What did Catapult Sports report?

  • Annualised Contract Value (ACV): US$133.8 million, up 28% (CC) year-on-year, or 18% (CC) excluding acquisitions
  • Total revenue: US$140.7 million, up 19% (CC) year-on-year
  • Management EBITDA: US$24.7 million, up 67%
  • Contribution margin: 53% (up from 49% last year)
  • Free cash flow (ex acquisitions/transaction costs): US$6.5 million
  • No net debt; cash balance above US$53 million

What else do investors need to know?

Catapult added 576 new professional teams in FY26 and boosted its average ACV per pro team to over US$30,000 for the first time, up 10%. Customer retention remains strong, topping 96%, suggesting the company’s land and expand approach is working.

The business also advanced its product suite with notable innovation, launching new offerings like Vector 8 for athlete monitoring, Perch’s upgraded P2 Camera, and integrating IMPECT’s video analysis within Catapult’s platform.

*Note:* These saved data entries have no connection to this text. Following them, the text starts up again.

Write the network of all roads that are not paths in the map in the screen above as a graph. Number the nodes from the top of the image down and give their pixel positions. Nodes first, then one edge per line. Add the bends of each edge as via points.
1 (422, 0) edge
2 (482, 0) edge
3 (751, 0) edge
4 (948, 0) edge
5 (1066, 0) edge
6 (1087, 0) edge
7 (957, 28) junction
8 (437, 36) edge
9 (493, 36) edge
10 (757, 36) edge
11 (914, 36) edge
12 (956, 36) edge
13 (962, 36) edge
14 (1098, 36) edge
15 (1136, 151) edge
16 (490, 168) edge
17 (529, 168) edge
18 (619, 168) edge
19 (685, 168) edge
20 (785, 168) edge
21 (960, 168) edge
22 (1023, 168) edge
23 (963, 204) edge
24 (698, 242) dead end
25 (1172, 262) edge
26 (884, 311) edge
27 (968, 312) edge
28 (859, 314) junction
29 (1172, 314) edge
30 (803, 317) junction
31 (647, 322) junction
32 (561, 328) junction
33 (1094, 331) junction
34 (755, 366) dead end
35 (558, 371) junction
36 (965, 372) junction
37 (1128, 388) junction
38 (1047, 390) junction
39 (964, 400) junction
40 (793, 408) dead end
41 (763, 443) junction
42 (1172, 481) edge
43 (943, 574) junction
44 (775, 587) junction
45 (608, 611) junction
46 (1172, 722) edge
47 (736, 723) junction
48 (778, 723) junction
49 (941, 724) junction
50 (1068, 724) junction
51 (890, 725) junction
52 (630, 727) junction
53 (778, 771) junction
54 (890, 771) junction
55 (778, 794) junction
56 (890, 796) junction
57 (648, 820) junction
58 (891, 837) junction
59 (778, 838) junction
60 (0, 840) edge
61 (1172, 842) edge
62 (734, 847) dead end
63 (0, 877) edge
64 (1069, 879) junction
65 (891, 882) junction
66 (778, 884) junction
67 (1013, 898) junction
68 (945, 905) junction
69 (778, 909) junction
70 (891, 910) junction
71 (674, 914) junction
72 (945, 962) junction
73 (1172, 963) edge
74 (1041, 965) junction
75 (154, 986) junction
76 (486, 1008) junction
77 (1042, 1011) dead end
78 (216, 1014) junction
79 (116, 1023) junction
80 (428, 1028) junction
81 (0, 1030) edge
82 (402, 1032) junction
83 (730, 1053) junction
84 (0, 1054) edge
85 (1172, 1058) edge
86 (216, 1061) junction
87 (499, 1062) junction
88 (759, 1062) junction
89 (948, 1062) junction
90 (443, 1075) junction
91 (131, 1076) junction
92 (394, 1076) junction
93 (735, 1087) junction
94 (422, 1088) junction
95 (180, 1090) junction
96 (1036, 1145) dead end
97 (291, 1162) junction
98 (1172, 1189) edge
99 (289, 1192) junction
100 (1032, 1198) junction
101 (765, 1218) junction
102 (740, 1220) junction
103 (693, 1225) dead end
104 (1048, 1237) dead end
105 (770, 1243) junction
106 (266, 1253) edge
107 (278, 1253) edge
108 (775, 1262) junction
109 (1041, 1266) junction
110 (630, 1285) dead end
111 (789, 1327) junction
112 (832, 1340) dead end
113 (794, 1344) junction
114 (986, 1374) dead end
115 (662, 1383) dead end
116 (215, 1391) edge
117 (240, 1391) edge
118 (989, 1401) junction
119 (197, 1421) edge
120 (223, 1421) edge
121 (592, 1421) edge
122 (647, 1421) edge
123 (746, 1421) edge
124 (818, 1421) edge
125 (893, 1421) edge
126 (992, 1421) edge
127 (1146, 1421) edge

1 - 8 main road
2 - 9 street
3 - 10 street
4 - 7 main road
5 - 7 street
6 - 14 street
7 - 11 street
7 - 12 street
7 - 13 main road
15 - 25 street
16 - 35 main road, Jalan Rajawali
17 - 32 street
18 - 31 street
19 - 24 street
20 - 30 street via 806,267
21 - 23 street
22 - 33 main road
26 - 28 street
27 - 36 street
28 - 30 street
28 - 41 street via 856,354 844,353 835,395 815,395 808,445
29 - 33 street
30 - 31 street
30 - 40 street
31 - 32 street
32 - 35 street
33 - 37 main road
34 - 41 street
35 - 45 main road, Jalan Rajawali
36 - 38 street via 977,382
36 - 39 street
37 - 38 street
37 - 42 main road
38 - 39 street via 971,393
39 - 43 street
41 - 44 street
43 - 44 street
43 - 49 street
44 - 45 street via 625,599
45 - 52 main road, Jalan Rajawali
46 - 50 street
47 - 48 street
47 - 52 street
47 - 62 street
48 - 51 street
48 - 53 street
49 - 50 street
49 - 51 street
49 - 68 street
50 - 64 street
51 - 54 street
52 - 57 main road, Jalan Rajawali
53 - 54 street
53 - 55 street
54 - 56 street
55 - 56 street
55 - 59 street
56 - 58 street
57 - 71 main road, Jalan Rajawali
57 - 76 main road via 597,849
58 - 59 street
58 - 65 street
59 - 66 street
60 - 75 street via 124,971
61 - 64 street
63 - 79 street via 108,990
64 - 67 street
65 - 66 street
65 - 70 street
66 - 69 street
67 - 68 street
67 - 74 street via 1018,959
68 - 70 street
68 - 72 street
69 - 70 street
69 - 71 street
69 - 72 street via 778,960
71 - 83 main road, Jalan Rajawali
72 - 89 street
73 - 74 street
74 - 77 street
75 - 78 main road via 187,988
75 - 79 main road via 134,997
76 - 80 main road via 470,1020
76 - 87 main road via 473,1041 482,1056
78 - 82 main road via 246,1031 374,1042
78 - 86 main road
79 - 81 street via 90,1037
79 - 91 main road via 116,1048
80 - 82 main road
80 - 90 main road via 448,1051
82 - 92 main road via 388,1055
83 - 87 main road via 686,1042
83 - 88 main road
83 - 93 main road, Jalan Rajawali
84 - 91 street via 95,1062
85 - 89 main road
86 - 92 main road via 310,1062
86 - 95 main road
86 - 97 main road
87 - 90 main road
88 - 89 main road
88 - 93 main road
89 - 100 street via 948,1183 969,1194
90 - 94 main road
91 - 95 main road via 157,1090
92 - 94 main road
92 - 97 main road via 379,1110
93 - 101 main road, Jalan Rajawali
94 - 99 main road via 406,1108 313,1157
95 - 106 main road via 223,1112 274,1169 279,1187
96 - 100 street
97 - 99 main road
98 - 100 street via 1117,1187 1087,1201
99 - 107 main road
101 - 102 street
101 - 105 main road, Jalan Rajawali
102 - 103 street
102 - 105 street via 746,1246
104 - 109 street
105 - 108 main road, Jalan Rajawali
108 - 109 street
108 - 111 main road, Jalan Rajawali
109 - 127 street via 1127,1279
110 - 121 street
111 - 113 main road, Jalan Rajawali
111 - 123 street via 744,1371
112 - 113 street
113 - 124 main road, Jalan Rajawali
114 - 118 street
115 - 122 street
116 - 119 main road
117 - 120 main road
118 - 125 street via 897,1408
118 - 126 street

These developments come alongside successful acquisitions of Perch and IMPECT, which are now fully integrated ahead of the company’s key Northern Hemisphere sales season.

What did Catapult Sports management say?

Commenting on the results, CEO & Managing Director Will Lopes said:

FY26 was a transformational year for Catapult. We set ourselves ambitious targets: maintain our organic growth rate, reinvest meaningfully in our platform, and stay focused through a period of significant M&A. We delivered on all of them… We are only just beginning to realize the potential of our expanded platform, and I have great confidence in our ability to continue driving this business forward as one of the world’s best SaaS companies.

What’s next for Catapult Sports?

Looking ahead to FY27, Catapult expects continued strong ACV growth, low customer churn, margin improvements, and higher free cash flow, all remaining consistent with its “Rule of 40” SaaS efficiency targets. The company’s expanded platform, which now combines athlete performance data, video analysis, gym monitoring, and scouting intelligence, positions it to deliver new capabilities to professional teams worldwide.

Management says it remains focused on being an “invaluable partner” for customers and driving profitable expansion, with further product rollouts and deeper market penetration expected in the coming year.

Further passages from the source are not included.